I don't know.
Pov Eren.
Era passata una settimana da quando Levi era stato ricoverato.
Non aveva aperto gli occhi, respira e basta,rimane disteso sul letto nella stessa posizione in cui l'ho lasciato.
Respira grazie all'aiuto di una mascherina.
La sua pelle è più grigiastra del solito, non più candida come porcellana.
Ho passato una settimana in attesa che i suoi occhi mi guardassero, e che si alzasse da quel letto.
Niente di tutto ciò è accaduto.
Faccio avanti e indietro, da casa mia all'ospedale, per i lupi, oggi grazie al potere militare e Hanje, posso far trasferire Levi in casa mia, mi hanno già dati tutto l'occorrente per mantenerlo e per non peggiorare la situazione, starà nella mia camera da letto, con delle flebo.

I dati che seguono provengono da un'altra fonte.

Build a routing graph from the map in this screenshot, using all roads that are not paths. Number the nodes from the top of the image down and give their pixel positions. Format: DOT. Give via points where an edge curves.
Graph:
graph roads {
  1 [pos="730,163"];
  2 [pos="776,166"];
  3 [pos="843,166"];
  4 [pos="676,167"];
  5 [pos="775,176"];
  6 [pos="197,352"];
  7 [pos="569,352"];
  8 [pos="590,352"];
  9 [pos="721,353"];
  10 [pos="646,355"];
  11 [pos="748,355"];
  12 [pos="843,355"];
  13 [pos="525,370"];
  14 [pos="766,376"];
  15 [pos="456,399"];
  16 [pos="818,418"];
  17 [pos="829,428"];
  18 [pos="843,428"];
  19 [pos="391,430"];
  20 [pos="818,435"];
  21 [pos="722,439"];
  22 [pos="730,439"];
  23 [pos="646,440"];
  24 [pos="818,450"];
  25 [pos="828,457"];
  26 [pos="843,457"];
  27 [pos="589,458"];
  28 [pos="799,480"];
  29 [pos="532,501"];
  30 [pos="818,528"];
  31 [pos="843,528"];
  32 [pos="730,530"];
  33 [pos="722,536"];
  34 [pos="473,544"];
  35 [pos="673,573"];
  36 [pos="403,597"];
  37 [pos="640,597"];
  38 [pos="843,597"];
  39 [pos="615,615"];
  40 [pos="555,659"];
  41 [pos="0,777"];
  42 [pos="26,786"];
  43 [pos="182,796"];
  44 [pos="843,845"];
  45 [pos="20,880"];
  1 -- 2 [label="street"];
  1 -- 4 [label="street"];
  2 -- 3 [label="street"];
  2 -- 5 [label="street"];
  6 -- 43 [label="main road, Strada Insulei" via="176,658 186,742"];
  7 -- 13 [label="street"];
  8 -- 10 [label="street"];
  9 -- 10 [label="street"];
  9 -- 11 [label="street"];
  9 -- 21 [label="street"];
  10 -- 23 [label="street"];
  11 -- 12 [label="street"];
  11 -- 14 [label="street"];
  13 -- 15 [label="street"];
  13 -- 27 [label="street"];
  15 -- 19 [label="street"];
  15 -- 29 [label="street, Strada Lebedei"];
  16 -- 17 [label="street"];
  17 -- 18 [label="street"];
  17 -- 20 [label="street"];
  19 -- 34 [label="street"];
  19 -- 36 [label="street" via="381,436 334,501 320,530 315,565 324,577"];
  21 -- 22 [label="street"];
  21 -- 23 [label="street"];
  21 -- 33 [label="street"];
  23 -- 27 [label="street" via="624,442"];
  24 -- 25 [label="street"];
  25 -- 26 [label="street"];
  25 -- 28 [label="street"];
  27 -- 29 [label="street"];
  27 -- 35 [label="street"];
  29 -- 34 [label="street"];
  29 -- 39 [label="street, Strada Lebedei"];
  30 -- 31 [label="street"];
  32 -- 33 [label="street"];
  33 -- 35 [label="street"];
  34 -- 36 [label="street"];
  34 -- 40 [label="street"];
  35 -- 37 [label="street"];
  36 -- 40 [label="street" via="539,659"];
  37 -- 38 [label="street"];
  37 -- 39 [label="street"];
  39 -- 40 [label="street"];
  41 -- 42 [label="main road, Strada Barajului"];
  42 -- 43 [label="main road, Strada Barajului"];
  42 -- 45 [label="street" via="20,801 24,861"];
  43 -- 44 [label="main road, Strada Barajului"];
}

[...Dopo il trasferimento di Levi...]
I lupi, non escono dalla stanza, se non per andare nel bosco, e io esco da lì solo per fumare.
Sia io che i lupi mangiamo il necessario, credo che anche loro abbiano capito la situazione, mi alzo dall'angolo della stanza, apro la finestra e mi ci siedo sopra con i piedi verso il terreno, sfilo una Marlboro dal pacchetto e afferro il cocco, la accendo inalando già da subito e chiudo gli occhi.
Non so come mi sento, credo di non sentire niente.
Mi sento come se fossi vuoto o forse mi sento in colpa per il semplice motivo che Levi è in queste condizioni per colpa mia, forse avrei dovuto trovarmi un lavoro diverso, forse avrei dovuto trovare una casa più nascosta, forse non avrei dovuto lavorare a gruppi, forse non sarei dovuto nascere ma questo é solo un dettaglio.
Non sono mai stato tagliato per i lavori di gruppo, ho sempre odiato i lavori con altre persone, facendo tutto da solo.
Sapevo che lavorando in gruppo, mi sarei affezionato alle persone, non dimostrandogli niente, ne un minimo di affetto, e dopo le avrei perse, e avrei sofferto.
Mi misi a guardare l'albero di ciliegio di fronte a me,dai colori davvero belli, quel rosa dalle sfumature bianche e rosse, quel albero pieno di vita mi faceva sentire geloso, stava lì tutta la vita a non fare niente, a sbocciare di primavera, isolato dal resto del mondo in un posto dove poteva crescere e germogliare in pace, senza la paura che qualche falegname gli tagliasse i rami, libero.
Vedo quell albero come se fosse libero, libero da tutto e da tutti in disparte, e senza aver bisogno di niente.
Scendo dalla finestra e atterro sul pavimento, mi dirigo verso la porta, mi giro, i lupi ai piedi del letto, sul lenzuolo, mi immagino la faccia di Levi quando se ne accorge, e anche le sue urla.
Scendo le scale chiudendo la porta, e mi siedo sul divano, rimango fisso a pensare, guardando la tv spenta.
Penso alla mi infanzia, al come sono saltato da un orfanotrofio a una prigione, da una prigione ad un altra, da essere venduto, poi libero per due anni, in cui ho incontrato Armin, alla sua morte dinanzi ai miei occhi, a le associazioni per esperimenti, al essere libero, e al lavorare.